- **RECORDS FOR PROCESSING**
____________

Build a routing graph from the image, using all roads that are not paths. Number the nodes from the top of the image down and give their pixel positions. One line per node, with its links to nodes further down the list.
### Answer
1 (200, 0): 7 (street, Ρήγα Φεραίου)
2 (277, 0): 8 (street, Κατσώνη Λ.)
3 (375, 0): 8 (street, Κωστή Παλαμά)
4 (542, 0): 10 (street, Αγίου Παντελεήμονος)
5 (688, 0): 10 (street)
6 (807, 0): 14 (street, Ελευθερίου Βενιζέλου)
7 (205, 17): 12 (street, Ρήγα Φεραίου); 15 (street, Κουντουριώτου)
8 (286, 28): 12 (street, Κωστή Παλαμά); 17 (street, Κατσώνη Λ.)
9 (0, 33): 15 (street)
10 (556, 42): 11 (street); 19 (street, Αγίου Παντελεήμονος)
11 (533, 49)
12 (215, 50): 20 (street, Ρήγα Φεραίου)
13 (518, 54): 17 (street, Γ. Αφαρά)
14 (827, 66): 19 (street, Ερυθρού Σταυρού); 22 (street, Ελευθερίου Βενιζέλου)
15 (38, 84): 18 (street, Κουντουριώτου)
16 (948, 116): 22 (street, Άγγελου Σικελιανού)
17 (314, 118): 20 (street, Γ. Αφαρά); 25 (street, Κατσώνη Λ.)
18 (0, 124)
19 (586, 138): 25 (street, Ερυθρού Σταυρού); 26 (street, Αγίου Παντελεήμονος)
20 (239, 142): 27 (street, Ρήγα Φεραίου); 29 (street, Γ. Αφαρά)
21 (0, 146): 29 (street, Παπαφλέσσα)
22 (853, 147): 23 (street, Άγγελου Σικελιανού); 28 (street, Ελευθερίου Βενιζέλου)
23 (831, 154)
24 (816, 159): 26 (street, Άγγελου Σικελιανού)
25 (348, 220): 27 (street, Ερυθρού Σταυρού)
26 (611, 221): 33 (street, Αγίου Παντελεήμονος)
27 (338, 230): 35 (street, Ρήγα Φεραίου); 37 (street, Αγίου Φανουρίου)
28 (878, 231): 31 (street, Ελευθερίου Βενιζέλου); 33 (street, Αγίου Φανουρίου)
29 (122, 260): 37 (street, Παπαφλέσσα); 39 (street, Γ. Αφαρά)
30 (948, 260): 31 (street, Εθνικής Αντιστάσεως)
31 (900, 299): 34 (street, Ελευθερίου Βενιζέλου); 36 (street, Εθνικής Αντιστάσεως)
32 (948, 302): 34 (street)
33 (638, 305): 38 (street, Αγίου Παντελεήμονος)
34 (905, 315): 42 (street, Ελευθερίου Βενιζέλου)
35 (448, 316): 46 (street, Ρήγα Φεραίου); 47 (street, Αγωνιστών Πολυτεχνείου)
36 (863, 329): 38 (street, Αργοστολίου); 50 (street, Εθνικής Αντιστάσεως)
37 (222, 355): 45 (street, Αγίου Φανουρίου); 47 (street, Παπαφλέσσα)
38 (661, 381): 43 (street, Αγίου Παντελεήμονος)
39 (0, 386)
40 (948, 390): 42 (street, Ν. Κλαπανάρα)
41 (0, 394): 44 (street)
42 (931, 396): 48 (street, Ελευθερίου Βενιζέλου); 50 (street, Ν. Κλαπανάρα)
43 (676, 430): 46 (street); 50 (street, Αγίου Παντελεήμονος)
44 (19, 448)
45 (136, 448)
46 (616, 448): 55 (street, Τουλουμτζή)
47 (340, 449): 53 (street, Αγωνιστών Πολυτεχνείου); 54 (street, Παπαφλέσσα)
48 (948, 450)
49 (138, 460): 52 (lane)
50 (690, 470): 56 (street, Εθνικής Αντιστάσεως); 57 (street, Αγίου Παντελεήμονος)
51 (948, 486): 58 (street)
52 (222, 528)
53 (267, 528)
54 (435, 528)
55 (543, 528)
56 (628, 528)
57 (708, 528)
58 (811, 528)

____________

- **BRIEF**
Your reply must consist solely of the number of lines in the data that contain the word "Φανουρίου".

- **WRITTEN SOLUTION**
3